Twitter Gets Into the Ad Business

Social marketing giant to profit from search tagging

Marketing departments are used to coming up with quick ways of selling their products, so saying "buy my product" in 140 characters or less is pretty simple. So when Twitter came on the scene, using the mass medium as a sales platform was a natural.

San Francisco-based social marketing genius Twitter figured out that they can make money from those ads, and announced Tuesday that it is introducing a new advertising platform that lets companies pay to have their messages show up in search results.

The feature is called Promoted Tweets. Best Buy, Sony Pictures, Starbucks and Virgin America have already signed up, Twitter says.

Twitter's popularity has boomed since it started in 2006, but the company hadn't defined a plan for turning its wide usage into profits. The eventual introduction of advertising was expected, although Twitter also has been making an undisclosed amount of money by providing Google and Microsoft with access to messages for their search engines.

The new Promoted Tweets are to be "called out" as ads on top of search results on Twitter, much as sponsors can pay for listings atop rankings on search engines such as Google, Bing and Yahoo. That means Twitter users would see the new ads when they search broadly for topics being tweeted about.
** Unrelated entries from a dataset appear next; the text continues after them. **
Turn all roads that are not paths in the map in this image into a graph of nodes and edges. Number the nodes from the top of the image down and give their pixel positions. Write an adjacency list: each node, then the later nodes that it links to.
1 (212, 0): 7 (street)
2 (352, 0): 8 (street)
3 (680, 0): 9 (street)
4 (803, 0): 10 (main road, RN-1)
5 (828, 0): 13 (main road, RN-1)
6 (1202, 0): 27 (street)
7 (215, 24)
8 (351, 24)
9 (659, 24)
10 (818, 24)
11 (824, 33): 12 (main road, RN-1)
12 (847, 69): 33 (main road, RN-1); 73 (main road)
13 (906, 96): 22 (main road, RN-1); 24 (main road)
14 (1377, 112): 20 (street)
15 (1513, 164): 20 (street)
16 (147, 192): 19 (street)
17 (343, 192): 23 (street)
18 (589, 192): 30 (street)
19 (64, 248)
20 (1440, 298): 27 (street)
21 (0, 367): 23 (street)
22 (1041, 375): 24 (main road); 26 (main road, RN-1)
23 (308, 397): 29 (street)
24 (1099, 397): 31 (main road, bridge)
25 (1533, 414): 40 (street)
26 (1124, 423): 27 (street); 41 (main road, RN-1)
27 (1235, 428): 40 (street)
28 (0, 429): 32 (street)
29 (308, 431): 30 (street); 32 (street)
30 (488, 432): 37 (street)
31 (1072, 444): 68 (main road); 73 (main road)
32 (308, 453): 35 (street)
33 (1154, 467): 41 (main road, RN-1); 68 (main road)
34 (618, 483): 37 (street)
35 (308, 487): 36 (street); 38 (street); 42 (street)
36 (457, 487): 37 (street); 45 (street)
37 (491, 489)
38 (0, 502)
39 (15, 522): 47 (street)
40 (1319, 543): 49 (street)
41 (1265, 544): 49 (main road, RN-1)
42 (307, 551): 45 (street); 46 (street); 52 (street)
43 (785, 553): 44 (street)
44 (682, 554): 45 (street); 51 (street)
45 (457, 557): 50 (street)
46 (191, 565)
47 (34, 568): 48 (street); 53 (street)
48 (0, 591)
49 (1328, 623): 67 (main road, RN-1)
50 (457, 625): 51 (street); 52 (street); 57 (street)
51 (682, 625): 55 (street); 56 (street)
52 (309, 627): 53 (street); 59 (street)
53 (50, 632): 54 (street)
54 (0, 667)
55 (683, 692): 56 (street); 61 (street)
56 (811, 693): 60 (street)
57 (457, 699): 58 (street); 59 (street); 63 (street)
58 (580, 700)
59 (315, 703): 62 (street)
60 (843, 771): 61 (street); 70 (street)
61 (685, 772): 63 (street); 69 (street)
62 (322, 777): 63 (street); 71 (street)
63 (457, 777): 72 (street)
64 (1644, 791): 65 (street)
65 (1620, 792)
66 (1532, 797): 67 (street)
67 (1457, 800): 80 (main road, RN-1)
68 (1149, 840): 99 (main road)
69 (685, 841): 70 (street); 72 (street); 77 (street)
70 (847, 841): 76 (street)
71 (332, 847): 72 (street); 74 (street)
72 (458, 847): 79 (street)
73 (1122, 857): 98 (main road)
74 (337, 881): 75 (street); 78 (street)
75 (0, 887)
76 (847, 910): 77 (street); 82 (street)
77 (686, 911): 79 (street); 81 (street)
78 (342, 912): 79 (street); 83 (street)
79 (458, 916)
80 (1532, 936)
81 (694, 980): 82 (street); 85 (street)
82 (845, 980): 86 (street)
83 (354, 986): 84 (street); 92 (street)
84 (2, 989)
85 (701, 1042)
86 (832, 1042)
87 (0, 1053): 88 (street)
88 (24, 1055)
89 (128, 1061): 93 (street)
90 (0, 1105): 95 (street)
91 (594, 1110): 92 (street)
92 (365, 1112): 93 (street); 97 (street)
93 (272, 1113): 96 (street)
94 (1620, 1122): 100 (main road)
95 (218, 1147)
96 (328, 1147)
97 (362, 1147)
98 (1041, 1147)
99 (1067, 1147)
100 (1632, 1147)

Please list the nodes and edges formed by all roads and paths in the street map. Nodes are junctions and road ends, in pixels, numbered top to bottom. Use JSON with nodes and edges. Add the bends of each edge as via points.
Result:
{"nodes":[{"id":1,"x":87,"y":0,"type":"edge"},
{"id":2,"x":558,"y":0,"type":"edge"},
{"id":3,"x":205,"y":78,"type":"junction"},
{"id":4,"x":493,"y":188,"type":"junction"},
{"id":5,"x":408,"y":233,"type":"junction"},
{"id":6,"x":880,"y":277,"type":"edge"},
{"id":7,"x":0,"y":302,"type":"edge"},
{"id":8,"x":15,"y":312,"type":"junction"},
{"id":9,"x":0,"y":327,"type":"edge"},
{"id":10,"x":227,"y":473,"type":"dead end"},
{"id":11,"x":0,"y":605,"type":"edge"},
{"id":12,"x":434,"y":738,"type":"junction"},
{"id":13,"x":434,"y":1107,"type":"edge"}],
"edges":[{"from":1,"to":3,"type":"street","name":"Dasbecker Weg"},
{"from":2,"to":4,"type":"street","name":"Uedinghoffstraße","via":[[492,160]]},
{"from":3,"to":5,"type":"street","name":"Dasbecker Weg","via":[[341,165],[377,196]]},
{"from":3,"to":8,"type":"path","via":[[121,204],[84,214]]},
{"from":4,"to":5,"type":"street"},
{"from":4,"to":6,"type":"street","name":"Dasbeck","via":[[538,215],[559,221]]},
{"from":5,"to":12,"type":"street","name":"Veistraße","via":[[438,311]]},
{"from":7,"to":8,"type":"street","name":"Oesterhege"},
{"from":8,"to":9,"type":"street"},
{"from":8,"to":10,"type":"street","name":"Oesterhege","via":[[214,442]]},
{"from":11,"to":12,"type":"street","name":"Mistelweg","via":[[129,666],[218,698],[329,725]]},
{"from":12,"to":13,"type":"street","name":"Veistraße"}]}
But in a blog post by Twitter co-founder Biz Stone, Twitter said it might take the Promoted Tweets service further and make them also show up in the feeds of messages that users get from people they are "following" on the site.

Some critics wonder how much money Promoted Tweets can bring in for the company.

"At the moment, advertisers are being offered a single ad that not that many people will see," Times of London tech blogger  Murad Ahmed wrote. "How valuable could that possibly be?"

Stone said Promoted Tweets will need to resonate with users. If a Promoted Tweet isn't replied to or forwarded by other users, it will disappear.

Some see this as a winning strategy.

"This will likely reward brands with the most relevant and engaging messages, which is a win for the strategists over the screamers," advertising blogger Jon Burg wrote.